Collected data

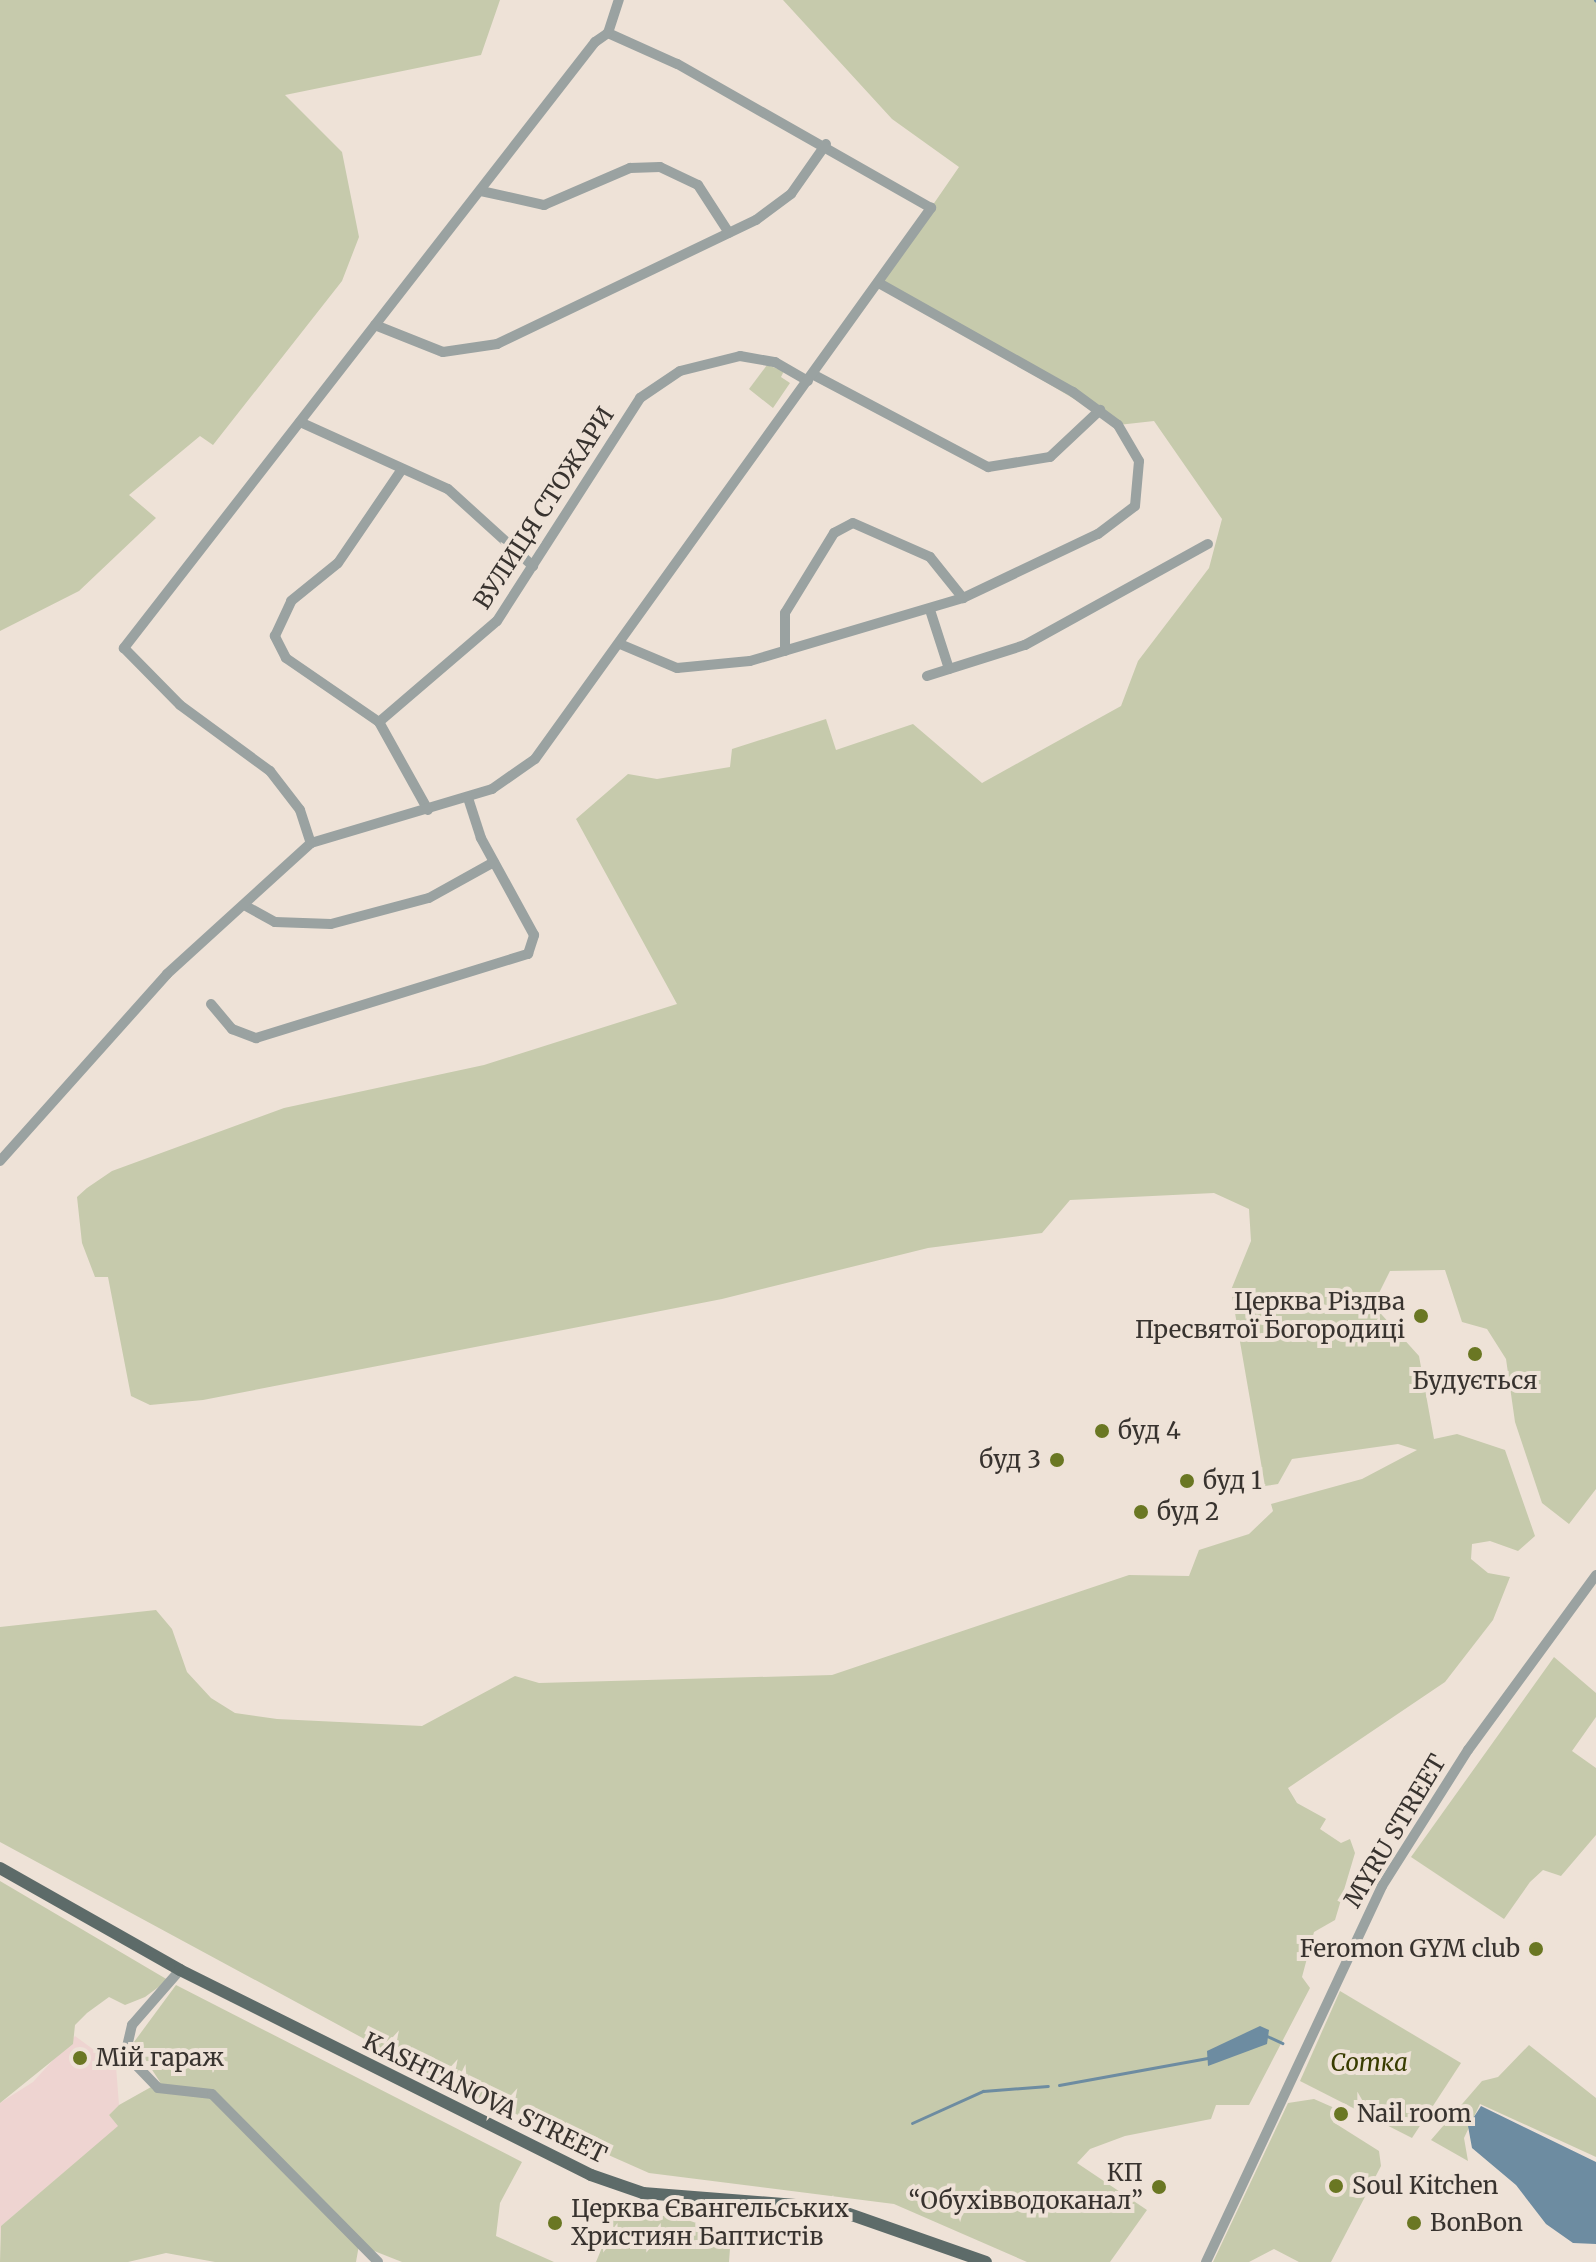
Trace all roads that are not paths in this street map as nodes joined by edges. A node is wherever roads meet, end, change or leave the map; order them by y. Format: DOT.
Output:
graph roads {
  1 [pos="619,0"];
  2 [pos="608,33"];
  3 [pos="826,144"];
  4 [pos="481,191"];
  5 [pos="729,233"];
  6 [pos="879,283"];
  7 [pos="375,325"];
  8 [pos="811,378"];
  9 [pos="1100,410"];
  10 [pos="300,422"];
  11 [pos="400,472"];
  12 [pos="1208,544"];
  13 [pos="533,566"];
  14 [pos="963,598"];
  15 [pos="930,610"];
  16 [pos="620,644"];
  17 [pos="785,651"];
  18 [pos="949,669"];
  19 [pos="927,676"];
  20 [pos="379,722"];
  21 [pos="468,798"];
  22 [pos="428,810"];
  23 [pos="311,843"];
  24 [pos="494,862"];
  25 [pos="244,905"];
  26 [pos="211,1004"];
  27 [pos="0,1161"];
  28 [pos="1596,1575"];
  29 [pos="0,1868"];
  30 [pos="180,1970"];
  31 [pos="367,2259"];
  32 [pos="378,2262"];
  33 [pos="986,2262"];
  34 [pos="1206,2262"];
  1 -- 2 [label="street"];
  2 -- 3 [label="street"];
  2 -- 4 [label="street"];
  3 -- 5 [label="street"];
  3 -- 6 [label="street"];
  4 -- 5 [label="street"];
  4 -- 7 [label="street"];
  5 -- 7 [label="street"];
  6 -- 8 [label="street"];
  6 -- 9 [label="street"];
  7 -- 10 [label="street"];
  8 -- 9 [label="street, ВУЛИЦЯ СТОЖАРИ"];
  8 -- 13 [label="street, ВУЛИЦЯ СТОЖАРИ"];
  8 -- 16 [label="street"];
  9 -- 14 [label="street"];
  10 -- 11 [label="street"];
  10 -- 23 [label="street"];
  11 -- 13 [label="street"];
  11 -- 20 [label="street"];
  12 -- 18 [label="street"];
  13 -- 20 [label="street, ВУЛИЦЯ СТОЖАРИ"];
  14 -- 15 [label="street"];
  14 -- 17 [label="street"];
  15 -- 17 [label="street"];
  15 -- 18 [label="street"];
  16 -- 17 [label="street"];
  16 -- 21 [label="street"];
  18 -- 19 [label="street"];
  20 -- 22 [label="street"];
  21 -- 22 [label="street"];
  21 -- 24 [label="street"];
  22 -- 23 [label="street"];
  23 -- 25 [label="street"];
  24 -- 25 [label="street"];
  24 -- 26 [label="street"];
  25 -- 27 [label="street"];
  28 -- 34 [label="street, MYRU STREET"];
  29 -- 30 [label="main road, KASHTANOVA STREET"];
  30 -- 31 [label="street"];
  30 -- 33 [label="main road, KASHTANOVA STREET"];
  31 -- 32 [label="street"];
}
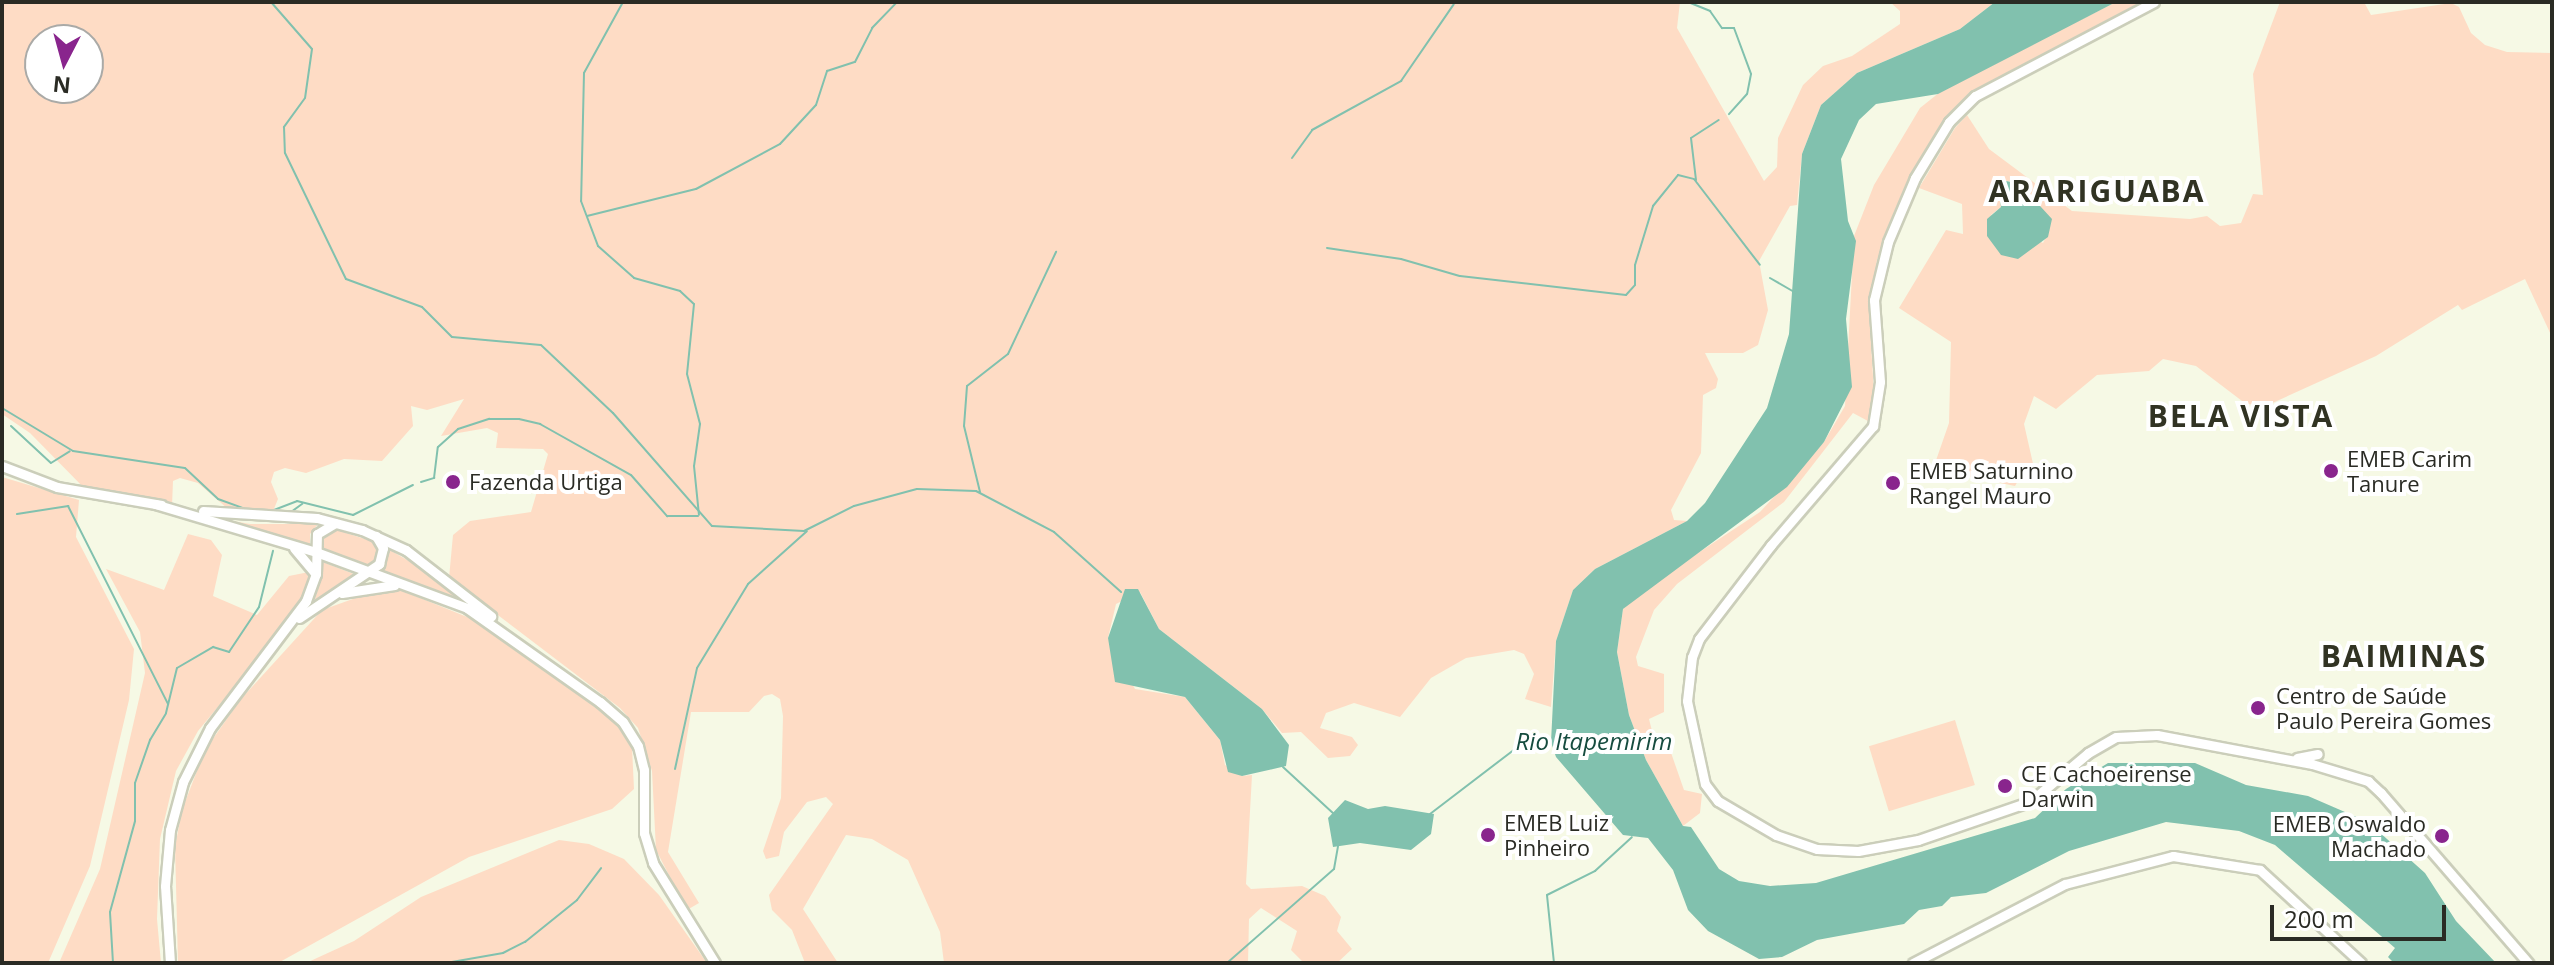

**TASK TO CARRY OUT**.
Write out each line of the data exactly; the images should be left out.

**TASK RESULT**.
Trace all roads that are not paths in this street map as nodes joined by edges. A node is wherever roads meet, end, change or leave the map; order them by y. Format: DOT.
Output:
graph roads {
  1 [pos="619,0"];
  2 [pos="608,33"];
  3 [pos="826,144"];
  4 [pos="481,191"];
  5 [pos="729,233"];
  6 [pos="879,283"];
  7 [pos="375,325"];
  8 [pos="811,378"];
  9 [pos="1100,410"];
  10 [pos="300,422"];
  11 [pos="400,472"];
  12 [pos="1208,544"];
  13 [pos="533,566"];
  14 [pos="963,598"];
  15 [pos="930,610"];
  16 [pos="620,644"];
  17 [pos="785,651"];
  18 [pos="949,669"];
  19 [pos="927,676"];
  20 [pos="379,722"];
  21 [pos="468,798"];
  22 [pos="428,810"];
  23 [pos="311,843"];
  24 [pos="494,862"];
  25 [pos="244,905"];
  26 [pos="211,1004"];
  27 [pos="0,1161"];
  28 [pos="1596,1575"];
  29 [pos="0,1868"];
  30 [pos="180,1970"];
  31 [pos="367,2259"];
  32 [pos="378,2262"];
  33 [pos="986,2262"];
  34 [pos="1206,2262"];
  1 -- 2 [label="street"];
  2 -- 3 [label="street"];
  2 -- 4 [label="street"];
  3 -- 5 [label="street"];
  3 -- 6 [label="street"];
  4 -- 5 [label="street"];
  4 -- 7 [label="street"];
  5 -- 7 [label="street"];
  6 -- 8 [label="street"];
  6 -- 9 [label="street"];
  7 -- 10 [label="street"];
  8 -- 9 [label="street, ВУЛИЦЯ СТОЖАРИ"];
  8 -- 13 [label="street, ВУЛИЦЯ СТОЖАРИ"];
  8 -- 16 [label="street"];
  9 -- 14 [label="street"];
  10 -- 11 [label="street"];
  10 -- 23 [label="street"];
  11 -- 13 [label="street"];
  11 -- 20 [label="street"];
  12 -- 18 [label="street"];
  13 -- 20 [label="street, ВУЛИЦЯ СТОЖАРИ"];
  14 -- 15 [label="street"];
  14 -- 17 [label="street"];
  15 -- 17 [label="street"];
  15 -- 18 [label="street"];
  16 -- 17 [label="street"];
  16 -- 21 [label="street"];
  18 -- 19 [label="street"];
  20 -- 22 [label="street"];
  21 -- 22 [label="street"];
  21 -- 24 [label="street"];
  22 -- 23 [label="street"];
  23 -- 25 [label="street"];
  24 -- 25 [label="street"];
  24 -- 26 [label="street"];
  25 -- 27 [label="street"];
  28 -- 34 [label="street, MYRU STREET"];
  29 -- 30 [label="main road, KASHTANOVA STREET"];
  30 -- 31 [label="street"];
  30 -- 33 [label="main road, KASHTANOVA STREET"];
  31 -- 32 [label="street"];
}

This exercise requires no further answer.